■ The data ■

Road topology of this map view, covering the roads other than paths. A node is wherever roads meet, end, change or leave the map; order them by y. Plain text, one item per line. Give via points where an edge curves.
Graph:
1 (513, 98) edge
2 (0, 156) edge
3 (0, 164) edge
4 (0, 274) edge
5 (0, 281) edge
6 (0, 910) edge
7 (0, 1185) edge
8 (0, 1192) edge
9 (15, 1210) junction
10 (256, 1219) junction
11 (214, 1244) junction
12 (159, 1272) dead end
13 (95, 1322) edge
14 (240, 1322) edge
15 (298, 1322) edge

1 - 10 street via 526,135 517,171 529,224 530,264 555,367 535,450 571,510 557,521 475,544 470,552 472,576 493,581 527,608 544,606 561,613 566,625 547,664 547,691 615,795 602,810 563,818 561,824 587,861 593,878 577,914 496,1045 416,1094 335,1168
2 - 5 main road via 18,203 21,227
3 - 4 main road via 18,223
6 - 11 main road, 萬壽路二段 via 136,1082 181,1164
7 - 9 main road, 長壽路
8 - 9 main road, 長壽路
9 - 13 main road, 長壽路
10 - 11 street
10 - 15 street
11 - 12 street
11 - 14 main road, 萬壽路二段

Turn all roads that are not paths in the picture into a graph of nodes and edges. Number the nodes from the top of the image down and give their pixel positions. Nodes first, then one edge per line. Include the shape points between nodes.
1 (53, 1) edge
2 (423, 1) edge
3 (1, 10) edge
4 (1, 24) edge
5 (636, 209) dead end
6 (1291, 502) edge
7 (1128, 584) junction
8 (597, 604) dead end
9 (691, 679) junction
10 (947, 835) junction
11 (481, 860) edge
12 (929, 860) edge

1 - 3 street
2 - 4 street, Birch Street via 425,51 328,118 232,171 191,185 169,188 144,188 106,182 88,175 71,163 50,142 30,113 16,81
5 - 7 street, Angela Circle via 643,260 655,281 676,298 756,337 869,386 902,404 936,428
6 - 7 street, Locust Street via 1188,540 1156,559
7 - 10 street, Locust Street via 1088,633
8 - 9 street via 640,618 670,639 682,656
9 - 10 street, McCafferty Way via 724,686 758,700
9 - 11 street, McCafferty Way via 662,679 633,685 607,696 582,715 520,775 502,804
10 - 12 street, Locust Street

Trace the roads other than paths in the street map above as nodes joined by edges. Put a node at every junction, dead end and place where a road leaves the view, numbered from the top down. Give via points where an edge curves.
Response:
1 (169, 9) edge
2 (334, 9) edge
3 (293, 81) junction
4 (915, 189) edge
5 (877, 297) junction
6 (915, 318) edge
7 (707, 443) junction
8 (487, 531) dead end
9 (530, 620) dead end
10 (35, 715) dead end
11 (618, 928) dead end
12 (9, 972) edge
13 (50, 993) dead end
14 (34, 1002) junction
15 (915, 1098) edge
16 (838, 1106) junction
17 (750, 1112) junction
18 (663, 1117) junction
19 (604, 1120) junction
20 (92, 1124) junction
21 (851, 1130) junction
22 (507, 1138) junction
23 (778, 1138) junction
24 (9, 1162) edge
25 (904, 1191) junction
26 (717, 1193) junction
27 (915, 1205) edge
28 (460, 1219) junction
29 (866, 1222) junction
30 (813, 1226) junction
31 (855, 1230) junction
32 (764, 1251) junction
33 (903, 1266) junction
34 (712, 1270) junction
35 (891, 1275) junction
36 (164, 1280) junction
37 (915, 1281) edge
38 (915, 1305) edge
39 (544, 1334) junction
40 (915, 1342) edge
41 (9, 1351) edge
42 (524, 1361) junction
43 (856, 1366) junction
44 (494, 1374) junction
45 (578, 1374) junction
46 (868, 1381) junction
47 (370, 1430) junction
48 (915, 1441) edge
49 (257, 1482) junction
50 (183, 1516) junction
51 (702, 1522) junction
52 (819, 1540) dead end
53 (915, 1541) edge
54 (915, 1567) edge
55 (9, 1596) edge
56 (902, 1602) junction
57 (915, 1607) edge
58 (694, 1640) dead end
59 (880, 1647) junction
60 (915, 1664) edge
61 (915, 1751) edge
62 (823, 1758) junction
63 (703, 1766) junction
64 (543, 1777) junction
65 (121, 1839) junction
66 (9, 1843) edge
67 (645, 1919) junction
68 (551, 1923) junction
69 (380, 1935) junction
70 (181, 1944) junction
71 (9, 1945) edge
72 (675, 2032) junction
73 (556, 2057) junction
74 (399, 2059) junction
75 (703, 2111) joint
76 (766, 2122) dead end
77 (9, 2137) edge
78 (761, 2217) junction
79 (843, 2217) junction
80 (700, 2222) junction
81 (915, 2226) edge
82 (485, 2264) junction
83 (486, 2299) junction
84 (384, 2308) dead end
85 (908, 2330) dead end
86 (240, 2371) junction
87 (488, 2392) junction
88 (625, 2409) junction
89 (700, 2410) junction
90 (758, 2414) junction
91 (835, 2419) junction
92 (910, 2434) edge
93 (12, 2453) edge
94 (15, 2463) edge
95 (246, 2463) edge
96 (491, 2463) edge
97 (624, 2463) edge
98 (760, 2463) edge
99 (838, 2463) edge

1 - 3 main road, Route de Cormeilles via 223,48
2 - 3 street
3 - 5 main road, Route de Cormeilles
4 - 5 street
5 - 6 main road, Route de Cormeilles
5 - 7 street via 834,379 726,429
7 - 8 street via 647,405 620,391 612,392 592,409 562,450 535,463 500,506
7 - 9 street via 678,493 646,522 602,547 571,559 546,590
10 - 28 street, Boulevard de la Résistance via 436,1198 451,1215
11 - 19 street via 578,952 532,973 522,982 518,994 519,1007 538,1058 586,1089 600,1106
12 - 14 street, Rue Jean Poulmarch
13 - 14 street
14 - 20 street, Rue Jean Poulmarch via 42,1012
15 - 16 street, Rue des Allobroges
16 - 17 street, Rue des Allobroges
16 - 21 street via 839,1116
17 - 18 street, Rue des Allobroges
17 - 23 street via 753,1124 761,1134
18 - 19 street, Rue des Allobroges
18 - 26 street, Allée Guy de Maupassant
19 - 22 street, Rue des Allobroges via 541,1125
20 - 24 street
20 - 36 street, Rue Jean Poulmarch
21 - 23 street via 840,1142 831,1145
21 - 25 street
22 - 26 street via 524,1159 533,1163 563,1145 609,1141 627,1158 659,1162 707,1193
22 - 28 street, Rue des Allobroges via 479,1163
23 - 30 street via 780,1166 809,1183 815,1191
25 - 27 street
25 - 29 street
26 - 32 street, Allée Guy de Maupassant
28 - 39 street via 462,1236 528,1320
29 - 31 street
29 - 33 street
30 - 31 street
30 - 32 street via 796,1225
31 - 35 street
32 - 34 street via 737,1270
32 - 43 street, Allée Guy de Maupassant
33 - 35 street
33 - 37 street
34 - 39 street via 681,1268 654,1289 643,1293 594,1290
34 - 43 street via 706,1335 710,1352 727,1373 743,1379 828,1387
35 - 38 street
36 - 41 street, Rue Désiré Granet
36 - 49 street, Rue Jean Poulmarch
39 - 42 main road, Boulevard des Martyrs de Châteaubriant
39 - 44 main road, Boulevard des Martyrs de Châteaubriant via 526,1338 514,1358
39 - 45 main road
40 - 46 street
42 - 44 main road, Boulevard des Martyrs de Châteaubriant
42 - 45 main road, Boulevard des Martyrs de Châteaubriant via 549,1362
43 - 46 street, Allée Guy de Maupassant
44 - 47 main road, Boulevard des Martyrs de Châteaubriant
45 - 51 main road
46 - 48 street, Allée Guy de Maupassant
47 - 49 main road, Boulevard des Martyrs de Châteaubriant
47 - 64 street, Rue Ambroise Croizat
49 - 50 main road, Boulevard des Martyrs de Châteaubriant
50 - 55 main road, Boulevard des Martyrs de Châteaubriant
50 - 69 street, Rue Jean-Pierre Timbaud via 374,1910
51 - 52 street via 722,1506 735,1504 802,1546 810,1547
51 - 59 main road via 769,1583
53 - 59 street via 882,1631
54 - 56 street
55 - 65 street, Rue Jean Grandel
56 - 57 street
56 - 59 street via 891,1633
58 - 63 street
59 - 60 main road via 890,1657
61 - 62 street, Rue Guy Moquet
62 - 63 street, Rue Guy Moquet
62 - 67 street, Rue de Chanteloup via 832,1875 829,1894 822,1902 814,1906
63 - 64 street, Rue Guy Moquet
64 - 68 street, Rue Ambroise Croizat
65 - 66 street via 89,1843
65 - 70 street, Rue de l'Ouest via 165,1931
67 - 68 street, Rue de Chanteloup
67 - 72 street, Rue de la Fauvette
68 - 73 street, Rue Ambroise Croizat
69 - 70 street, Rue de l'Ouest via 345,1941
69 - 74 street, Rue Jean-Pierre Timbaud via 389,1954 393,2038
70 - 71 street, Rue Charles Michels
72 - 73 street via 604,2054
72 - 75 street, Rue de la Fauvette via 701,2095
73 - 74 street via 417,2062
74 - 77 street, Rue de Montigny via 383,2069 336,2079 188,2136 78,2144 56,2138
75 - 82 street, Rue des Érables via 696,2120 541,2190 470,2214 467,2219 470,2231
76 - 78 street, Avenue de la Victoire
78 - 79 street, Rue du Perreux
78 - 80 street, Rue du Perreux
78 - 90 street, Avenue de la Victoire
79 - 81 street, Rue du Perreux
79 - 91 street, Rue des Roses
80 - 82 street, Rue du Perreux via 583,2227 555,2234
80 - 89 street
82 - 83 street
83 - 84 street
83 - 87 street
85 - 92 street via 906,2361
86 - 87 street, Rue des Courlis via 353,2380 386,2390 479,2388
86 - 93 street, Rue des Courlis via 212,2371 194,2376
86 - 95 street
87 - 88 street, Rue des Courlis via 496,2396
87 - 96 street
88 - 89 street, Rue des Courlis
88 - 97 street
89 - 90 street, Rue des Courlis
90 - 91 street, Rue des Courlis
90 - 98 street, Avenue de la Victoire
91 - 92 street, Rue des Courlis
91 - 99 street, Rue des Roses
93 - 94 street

■ Exercise objective ■
The answer should be nothing but the number of lines above that contain "Allobroges".

■ Finished exercise ■
6